C. (Ir)relevantie van bankgeheim in de bronstaat; het EG-recht laat termijnverlenging
evenmin toe indien internationale bijstand niet nodig is
4.8. Volgens het HvJ EG (r.o. 68) kan de fiscus in buitenlandgevallen zónder
voldoende aanwijzingen niet op internationaal onderzoek uitgaan, juist
omdat hij daartoe onvoldoende aanwijzingen heeft, zodat in die gevallen
niet ter zake doet of de bronstaat een fiscaal bankgeheim toepast. Het
Hof gaat voor buitenlandgevallen met voldoende aanwijzingen merkwaardigerwijze
niet in op de vraag of het uitmaakt of de bronstaat een fiscaal bankgeheim
toepast. Wellicht ligt aan dat zwijgen ten grondslag de gedachte dat het
vanzelf spreekt dat bij spaartegoeden in landen mét een bankgeheim een
"nuttig gebruik (...) van regelingen voor wederzijdse bijstand" hoe dan
ook niet mogelijk is, zodat de woonstaat in die gevallen hoe dan ook geen
"nuttig" inlichtingenverzoek aan de bronstaat kan doen. In die benadering
zou men kunnen menen dat in een buitenlandgeval mét aanwijzingen maar mét
bankgeheim de verlenging van de navorderingstermijn niet beperkt wordt
(althans niet anders dan door het maximum van 12 jaar), nu een "nuttig"

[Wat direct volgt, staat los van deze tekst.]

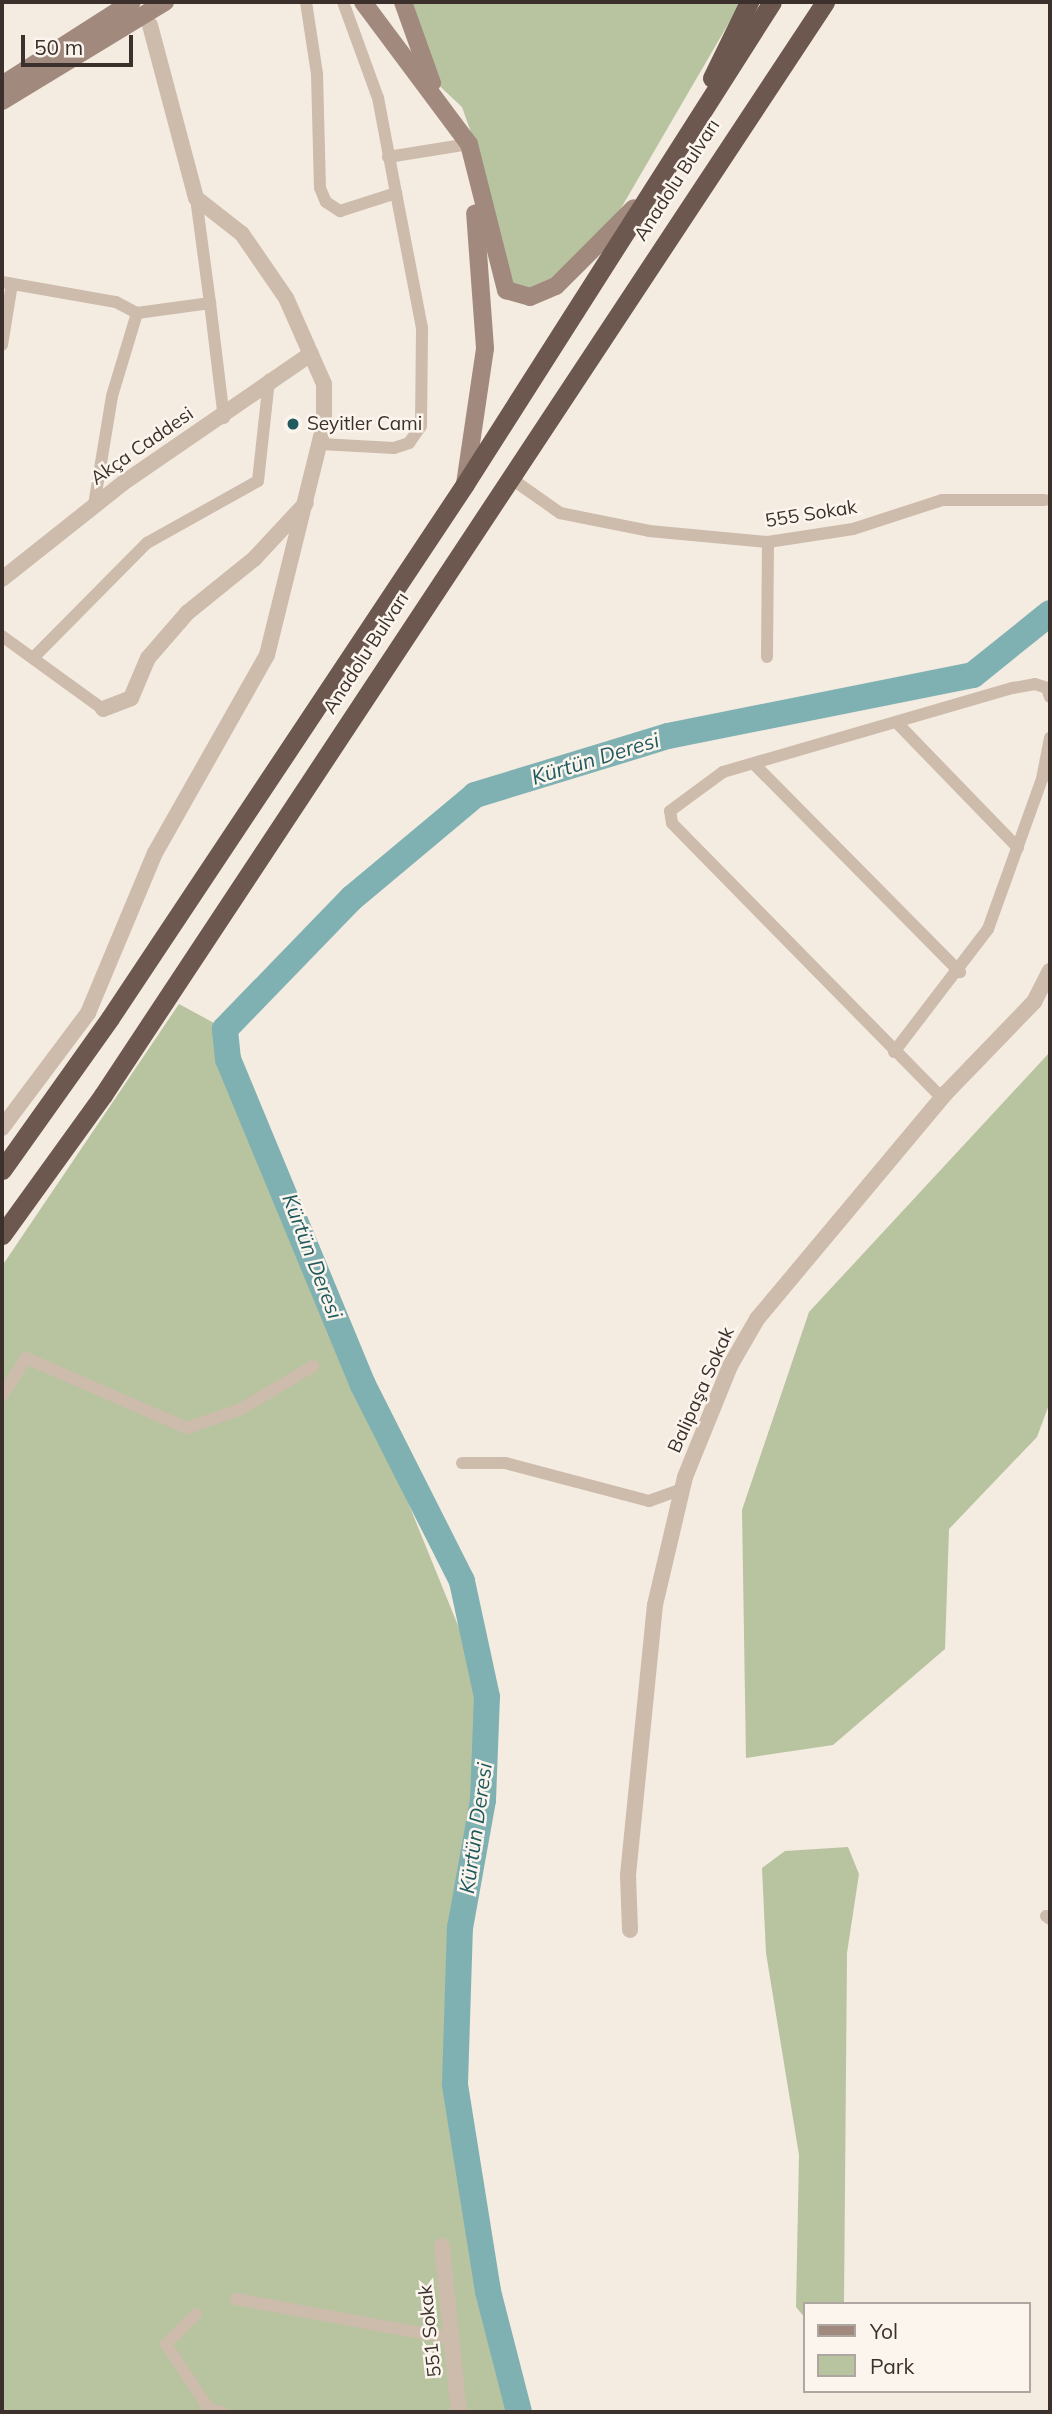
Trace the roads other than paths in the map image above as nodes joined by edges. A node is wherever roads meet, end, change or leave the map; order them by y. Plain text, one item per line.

verzoek om bijstand alsdan immers niet mogelijk is - óók niet indien de
fiscus op andere wijze dan door bijstand (bijvoorbeeld op de wijze waarop
hij in de KB-Lux-affaire aan gegevens kwam of als gevolg van inkeer van
de belastingplichtige) in jaar 6 of jaar 7 al over voldoende gegevens beschikt
om een kleefkrachtige navorderingsaanslag - al dan niet met omkering van
de bewijslast - op te leggen. Het lijkt mij echter uitgesloten dat het
HvJ EG dat bedoeld kan hebben. Binnen de door dat Hof ontwikkelde redenering
(een langere navorderingstermijn voor grensoverschrijdende gevallen dan
voor vergelijkbare binnenlandgevallen is slechts proportioneel voor zover
gerechtvaardigd door het verschil in onderzoeksmogelijkheden voor de fiscus,
dus slechts: (i) zolang er geen onderzoeksindicaties zijn, dan wel, als
er wél onderzoeksindicaties zijn: (ii) voor zover nodig in verband met
afhankelijkheid van inlichtingenverstrekking door de bronstaat) is het
immers manifest disproportioneel om ondanks het reeds voorhanden zijn van
alle benodigde gegevens om na te vorderen (zodat van afhankelijkheid van
inlichtingen uit de bronstaat ook geen sprake is), toch de rechtszekerheid
nog zes à zeven jaar uit te stellen voor buitenlandgevallen, hoewel binnenlandgevallen
reeds na vijf jaar zekerheid hebben. Een langere termijn voor buitenlandgevallen
mag volgens het Hof immers slechts "specifiek ertoe (strekken), de belastingautoriteiten
van (de woonstaat) in staat te stellen op nuttige wijze gebruik te maken
van regelingen voor wederzijdse bijstand tussen lidstaten."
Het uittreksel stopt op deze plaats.